Eric Khoo dengan sensitivitasnya meramu resep film ini secara dramatis, tetapi tetap dalma kadar yang wajar. Film berdurasi 89 menit ini dikemas dengan sederhana, melibatkan musik yang lembut dan banyak pengambilan gambar yang statis. Setiap gambar menampilkan emosi yang beragam. Saat kamera menyorot makanan, kadang ada kebahagiaan, kadang juga kesedihan. Makanan di film ini berkontribusi besar dalam mengantarkan emosi para karakternya. 

Film ini dimulai dengan kegiatan sehari-hari Masato Yamamoto (Takumi Saito) bersama ayahnya, Kazuo Yamamoto (Tsuyoshi Ihara) dan pamannya (Tetsuya Bessho) di kedai ramen mereka. Pelanggan perlahan habis ditelan malam. Kazuo dan Masato berpisah dengan canggung, seperti banyak relasi ayah-anak lainnya. Tak lama setelah malam itu, Kazuo wafat meninggalkan Masato sendirian dengan segunung kenangan di sebuah koper masa lalu. Masato tak lagi punya siapa-siapa selain pamannya. Setelah melihat buku harian mendiang ibunya (Mei Lian, diperankan oleh Jeanette Aw) di koper sang ayah, Masato terpanggil untuk mengunjungi keluarga ibunya di Singapura. Di Singapura, dia bertemu teman daringnya, Miki (Seiko Matsuda), seorang single parent yang mengelola bar dan juga seorang food vlogger. Bersama Miki, Masato mengenal Singapura lebih dekat lewat makanan. Setiap makanan yang dia coba -- mulai dari kepiting cabai, laksa Singapura, hingga sup iga Singapura (Bak Kut Teh) -- mengingatkan Masato pada masa kecilnya di Singapura, saat sang ibu masih ada. Miki, dengan wawasan kulinernya yang luas, menjelaskan beberapa hal tentang makanan yang mereka santap, juga cerita-cerita di baliknya.

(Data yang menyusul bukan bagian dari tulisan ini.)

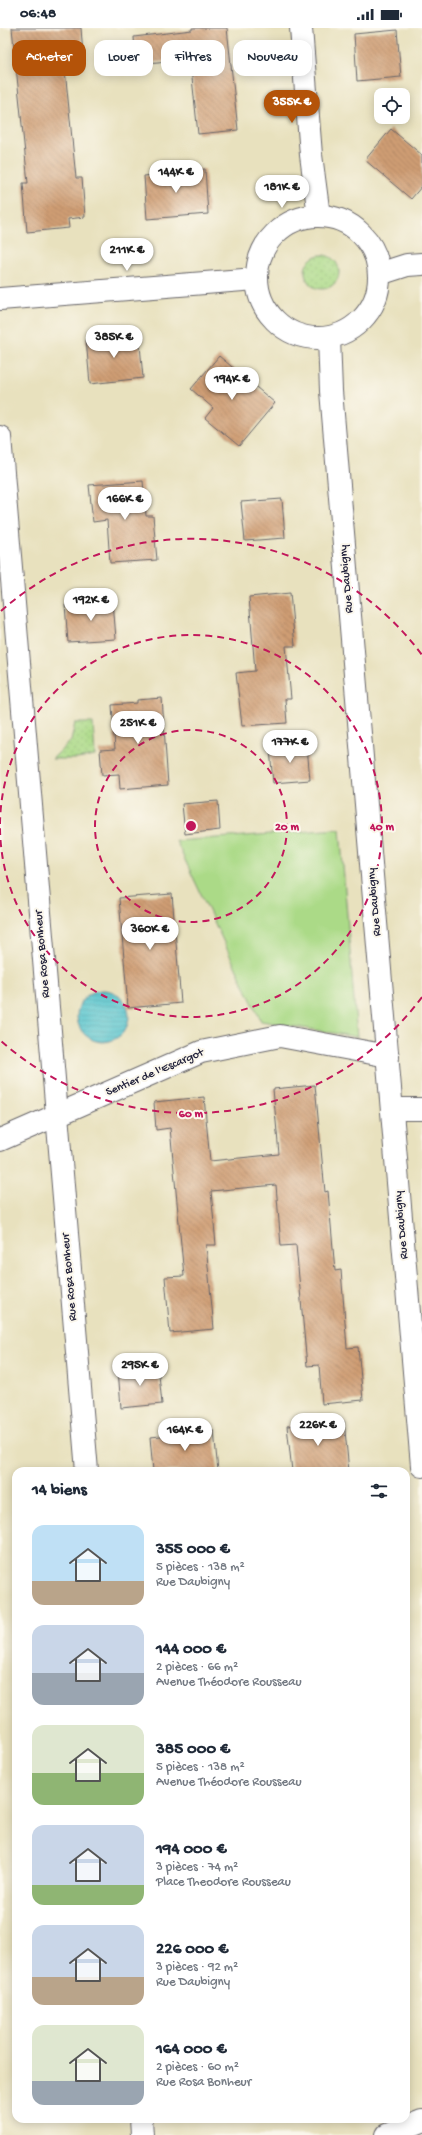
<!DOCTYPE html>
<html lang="fr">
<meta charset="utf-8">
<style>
:root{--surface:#fff;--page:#f2f2f3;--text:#1f2937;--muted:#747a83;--accent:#b45309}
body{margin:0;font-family:"Gochi Hand",sans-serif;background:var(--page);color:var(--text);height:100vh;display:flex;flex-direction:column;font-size:15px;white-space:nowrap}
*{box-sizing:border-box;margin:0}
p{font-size:13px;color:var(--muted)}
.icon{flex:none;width:22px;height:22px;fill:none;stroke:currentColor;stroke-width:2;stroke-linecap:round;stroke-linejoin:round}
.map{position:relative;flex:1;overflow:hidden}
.drawer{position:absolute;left:12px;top:1439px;width:398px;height:656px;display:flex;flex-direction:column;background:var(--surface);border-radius:12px;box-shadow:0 2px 10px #0003}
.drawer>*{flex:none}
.hud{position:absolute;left:12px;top:12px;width:398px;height:36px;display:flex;gap:8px}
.buttons{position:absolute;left:374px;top:60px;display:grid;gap:8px}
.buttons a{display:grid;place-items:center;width:36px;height:36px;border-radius:8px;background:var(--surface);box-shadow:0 2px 10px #0003;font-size:20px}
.price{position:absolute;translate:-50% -34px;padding:0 9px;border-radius:14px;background:#fff;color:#222;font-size:13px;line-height:26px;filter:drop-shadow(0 1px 2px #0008)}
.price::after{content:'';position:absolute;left:50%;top:24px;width:12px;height:9px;margin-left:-6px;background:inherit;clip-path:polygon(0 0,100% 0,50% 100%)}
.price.current{background:var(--accent);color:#fff}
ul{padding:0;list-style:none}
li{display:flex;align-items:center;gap:12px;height:100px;padding:0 20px}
li span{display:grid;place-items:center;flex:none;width:112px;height:80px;border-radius:12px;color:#555}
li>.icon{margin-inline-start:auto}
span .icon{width:48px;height:48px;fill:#fffc;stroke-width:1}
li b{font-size:17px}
h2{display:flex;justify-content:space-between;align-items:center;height:48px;padding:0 20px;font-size:17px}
.tag{padding:0 14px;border-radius:12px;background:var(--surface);box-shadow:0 2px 10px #0003;font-size:14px;line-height:36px}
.tag.current{background:var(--accent);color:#fff}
.status{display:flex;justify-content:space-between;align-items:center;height:28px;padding:0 20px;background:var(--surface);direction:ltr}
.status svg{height:11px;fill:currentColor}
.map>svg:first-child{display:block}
</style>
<div class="status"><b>06:48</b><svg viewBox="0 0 49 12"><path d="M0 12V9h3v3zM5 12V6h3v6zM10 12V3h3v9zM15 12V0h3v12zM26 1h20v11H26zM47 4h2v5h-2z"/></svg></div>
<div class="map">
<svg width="422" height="2107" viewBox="0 0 422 2107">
<defs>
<pattern id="grass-dots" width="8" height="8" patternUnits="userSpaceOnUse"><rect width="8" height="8" fill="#abda87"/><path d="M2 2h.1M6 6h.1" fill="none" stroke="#93bb75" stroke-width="1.8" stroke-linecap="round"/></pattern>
<pattern id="water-rules" width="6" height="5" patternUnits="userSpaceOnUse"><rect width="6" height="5" fill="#57c4cd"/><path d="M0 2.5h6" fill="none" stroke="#4ba8b1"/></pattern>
<pattern id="building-back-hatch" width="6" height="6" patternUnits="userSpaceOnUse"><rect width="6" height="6" fill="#cf9d73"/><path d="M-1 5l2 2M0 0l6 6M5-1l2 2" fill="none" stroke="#a88060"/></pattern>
</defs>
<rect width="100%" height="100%" fill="#fbf7ec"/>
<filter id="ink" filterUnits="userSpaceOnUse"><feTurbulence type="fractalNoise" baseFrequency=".025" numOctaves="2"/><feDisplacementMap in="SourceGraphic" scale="8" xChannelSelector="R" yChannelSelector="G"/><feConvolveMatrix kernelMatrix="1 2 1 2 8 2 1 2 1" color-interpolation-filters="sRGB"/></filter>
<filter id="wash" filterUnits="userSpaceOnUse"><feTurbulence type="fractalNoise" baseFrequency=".012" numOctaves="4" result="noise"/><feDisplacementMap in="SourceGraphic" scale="16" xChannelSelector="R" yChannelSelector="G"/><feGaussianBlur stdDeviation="0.9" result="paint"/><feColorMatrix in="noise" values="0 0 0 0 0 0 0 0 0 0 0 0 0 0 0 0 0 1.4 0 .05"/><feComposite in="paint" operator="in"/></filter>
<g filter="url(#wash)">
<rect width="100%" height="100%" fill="#e8e1be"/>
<g fill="url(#grass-dots)" stroke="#667e61">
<circle cx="322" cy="244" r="17"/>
<path d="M 75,695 L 93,695 L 95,728 L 77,731 L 52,731 L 71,713 Z"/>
</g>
<path fill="#abda87" stroke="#667e61" d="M 340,801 L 357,1009 L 261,993 L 176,813 Z"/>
<circle fill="url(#water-rules)" stroke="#3c7384" cx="103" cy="988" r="26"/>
<g id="blocks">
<g fill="url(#building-back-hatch)">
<path d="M 12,0 L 81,0 L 84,40 L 65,42 L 76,150 L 82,150 L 85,189 L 68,191 L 69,200 L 27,204 L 23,155 L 28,155 Z"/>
<path d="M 192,0 L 227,0 L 238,102 L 198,106 L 190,31 L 136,36 L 134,9 L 192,2 Z"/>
<path d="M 397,2 L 401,49 L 357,53 L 354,6 Z"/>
<path d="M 391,101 L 422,127 L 422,158 L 411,171 L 365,132 Z"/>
<path d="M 205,141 L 208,186 L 147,191 L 144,148 Z"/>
<path d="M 139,306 L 143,350 L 90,356 L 86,311 Z"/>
<path d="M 219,328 L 275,375 L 239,418 L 205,390 L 213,380 L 191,361 Z"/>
<path d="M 143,453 L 146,488 L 153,488 L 157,532 L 110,535 L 107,492 L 93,494 L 89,457 Z"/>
<path d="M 282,471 L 285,510 L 245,513 L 241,474 Z"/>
<path d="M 290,565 L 295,618 L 286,618 L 291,671 L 285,671 L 287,695 L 242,698 L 236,645 L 255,643 L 249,569 Z"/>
<path d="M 113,573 L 116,611 L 68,614 L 65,577 Z"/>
<path d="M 162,670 L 168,757 L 120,761 L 119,746 L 102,747 L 100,722 L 115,721 L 112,677 L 137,675 L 137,672 Z"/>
<path d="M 307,718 L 310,752 L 273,755 L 270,721 Z"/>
<path d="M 218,773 L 220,802 L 185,806 L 182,776 Z"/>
<path d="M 172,866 L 181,975 L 128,980 L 119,870 Z"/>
<path d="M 315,1057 L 325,1164 L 328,1163 L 335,1243 L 341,1242 L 347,1320 L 358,1319 L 363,1372 L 322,1376 L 319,1337 L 307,1338 L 296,1217 L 281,1218 L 276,1157 L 211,1163 L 216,1217 L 206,1217 L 214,1301 L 170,1305 L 165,1249 L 184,1248 L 170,1100 L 156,1102 L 154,1074 L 204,1069 L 210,1133 L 279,1126 L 273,1061 Z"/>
<path d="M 158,1337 L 162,1376 L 121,1380 L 118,1341 Z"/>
<path d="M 344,1393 L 349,1443 L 292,1443 L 287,1398 Z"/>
<path d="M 214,1403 L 218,1443 L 153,1443 L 150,1409 Z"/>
</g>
</g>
</g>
<g filter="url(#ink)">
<use href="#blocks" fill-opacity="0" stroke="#676569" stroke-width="1"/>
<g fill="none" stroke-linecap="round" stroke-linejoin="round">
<defs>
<g id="street">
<path d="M 301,0 L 311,127 L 319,188"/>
<circle cx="318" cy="249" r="61"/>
<path d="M 379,246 L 407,237 L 422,236"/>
<path d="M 0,271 L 256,251"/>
<path d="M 329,310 L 331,363 L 422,1438"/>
<path d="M 0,409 L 87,1443"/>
<path d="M 393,1081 L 422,1081"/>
<path d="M 0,1112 L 201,1024 L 280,1008 L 388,1028"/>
<path d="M 141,2091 L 142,2107"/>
<path d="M 387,2107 L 422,2093"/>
</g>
</defs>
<use href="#street" stroke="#676569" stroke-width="24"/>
<use href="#street" stroke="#fff" stroke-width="22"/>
</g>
</g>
<g fill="none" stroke="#c2185b" stroke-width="2" stroke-dasharray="7 5">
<circle cx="191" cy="798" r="96"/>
<path d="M0 796A191 191 0 1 1 0 800"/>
<path d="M422 969A287 287 0 0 1 1 1013M1 583A287 287 0 0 1 422 627"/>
</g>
<g text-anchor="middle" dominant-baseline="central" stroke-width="4" stroke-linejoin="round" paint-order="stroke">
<g font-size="12" fill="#22223b" stroke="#fbf7ec">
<text transform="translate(347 551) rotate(-95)">Rue Daubigny</text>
<text transform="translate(375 874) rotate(-95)">Rue Daubigny</text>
<text transform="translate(43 926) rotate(-95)">Rue Rosa Bonheur</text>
<text transform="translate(155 1045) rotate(-23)">Sentier de l'Escargot</text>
<text transform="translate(402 1197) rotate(-95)">Rue Daubigny</text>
<text transform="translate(70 1249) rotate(-95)">Rue Rosa Bonheur</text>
</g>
</g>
<circle cx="191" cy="798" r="6" fill="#c2185b" stroke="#fbf7ec" stroke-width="2"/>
<g font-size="12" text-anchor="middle" font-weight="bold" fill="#c2185b" stroke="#fbf7ec" stroke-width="4" stroke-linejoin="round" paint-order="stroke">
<text x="287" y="802">20 m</text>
<text x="382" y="802">40 m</text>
<text x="191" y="1089">60 m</text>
</g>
</svg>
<div class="buttons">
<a><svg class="icon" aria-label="locate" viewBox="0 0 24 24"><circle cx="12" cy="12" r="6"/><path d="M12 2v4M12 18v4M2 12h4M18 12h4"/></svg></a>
</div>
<b class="price current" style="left:292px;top:96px">355K €</b>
<b class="price" style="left:176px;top:166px">144K €</b>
<b class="price" style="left:282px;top:181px">181K €</b>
<b class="price" style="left:127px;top:244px">211K €</b>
<b class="price" style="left:114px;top:331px">385K €</b>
<b class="price" style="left:232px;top:373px">194K €</b>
<b class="price" style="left:125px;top:493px">166K €</b>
<b class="price" style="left:91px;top:594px">192K €</b>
<b class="price" style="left:138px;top:717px">251K €</b>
<b class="price" style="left:290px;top:736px">177K €</b>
<b class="price" style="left:150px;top:923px">360K €</b>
<b class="price" style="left:140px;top:1359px">295K €</b>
<b class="price" style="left:318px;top:1419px">226K €</b>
<b class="price" style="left:185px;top:1424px">164K €</b>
<div class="hud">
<a class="tag current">Acheter</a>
<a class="tag">Louer</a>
<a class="tag">Filtres</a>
<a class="tag">Nouveau</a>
</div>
<section class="drawer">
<h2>14 biens<svg class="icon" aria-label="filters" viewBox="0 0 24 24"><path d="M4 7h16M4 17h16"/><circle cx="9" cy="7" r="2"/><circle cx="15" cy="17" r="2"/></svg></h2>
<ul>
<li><span style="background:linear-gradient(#bfe0f5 70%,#b9a48a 0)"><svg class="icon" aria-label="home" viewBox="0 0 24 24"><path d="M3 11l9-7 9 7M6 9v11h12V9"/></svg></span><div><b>355 000 €</b><p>5 pièces · 138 m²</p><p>Rue Daubigny</p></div></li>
<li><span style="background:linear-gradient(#c9d6e8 60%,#9aa5b1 0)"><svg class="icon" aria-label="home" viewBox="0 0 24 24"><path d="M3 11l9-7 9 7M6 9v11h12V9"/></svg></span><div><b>144 000 €</b><p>2 pièces · 66 m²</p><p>Avenue Théodore Rousseau</p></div></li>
<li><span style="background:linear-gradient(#dfe7d0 60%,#8fb573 0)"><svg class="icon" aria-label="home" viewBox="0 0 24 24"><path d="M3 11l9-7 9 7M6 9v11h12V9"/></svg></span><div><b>385 000 €</b><p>5 pièces · 138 m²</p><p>Avenue Théodore Rousseau</p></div></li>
<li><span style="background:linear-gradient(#c9d6e8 75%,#8fb573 0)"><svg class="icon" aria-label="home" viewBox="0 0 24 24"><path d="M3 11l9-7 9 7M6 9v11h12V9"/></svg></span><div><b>194 000 €</b><p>3 pièces · 74 m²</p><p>Place Theodore Rousseau</p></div></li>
<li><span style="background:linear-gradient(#c9d6e8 65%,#b9a48a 0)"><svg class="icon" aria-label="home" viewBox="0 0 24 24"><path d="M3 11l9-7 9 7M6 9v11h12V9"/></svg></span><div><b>226 000 €</b><p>3 pièces · 92 m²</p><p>Rue Daubigny</p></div></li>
<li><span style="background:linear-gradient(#dfe7d0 70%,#9aa5b1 0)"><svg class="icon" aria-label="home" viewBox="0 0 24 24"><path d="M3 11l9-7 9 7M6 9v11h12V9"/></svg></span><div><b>164 000 €</b><p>2 pièces · 60 m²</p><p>Rue Rosa Bonheur</p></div></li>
</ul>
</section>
</div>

Tujuan Masato pergi ke Singapura bukan sekadar untuk melancong, melainkan juga mencari pamannya, Ah Wee (Mark Lee). Setelah mendengar isi buku harian ibunya -- yang ditulis dalam Bahasa Mandarin, kemudian diterjemahkan oleh Miki -- Masato merasa harus menuntaskan cerita masa lalu yang belum usai. Neneknya (Beatrice Chien) tidak pernah menerima pernikahan kedua orangtuanya karena sang ayah adalah orang Jepang. Singapura sempat menjadi wilayah yang dikolonialisasi di antara wilayah lain di Asia Tenggara. Salah satu keluarga mereka meninggal karena orang Jepang. Sulit bagi sang nenek untuk menerima kenyataan tersebut.




Isu keluarga menjadi yang utama di Ramen Shop. Cara Masato dan neneknya berdamai lewat Ramen Teh (paduan ramen Jepang dan Bak Kut Teh) sangat menyentuh. Bagaimana rasa makanan bisa membuka pintu hati seseorang yang sebelumnya tertutup rapat oleh ego dieksekusi dengan cara yang sederhana namun cukup dramatis. Akting Takumi Saito dan Beatrice Chien saat menangis selagi mereka makan memberi ruang yang cukup lega bagi penonton untuk ikut merelakan yang sudah-sudah.

Perjalanan kuliner Masato berubah menjadi penjelajahan waktu yang panjang lewat daftar bumbu yang menyentuh indera perasanya. Kemarahan, kebahagiaan, tawa, tangis, hingga hal-hal yang tidak bisa dia jelaskan membaur menjadi satu porsi kehidupan. Bagi Masato, satu-satunya jembatan yang dia punya untuk menuju keluarganya hanyalah makanan -- ramen teh dan rasa masakan orangtua yang mendendap di hatinya.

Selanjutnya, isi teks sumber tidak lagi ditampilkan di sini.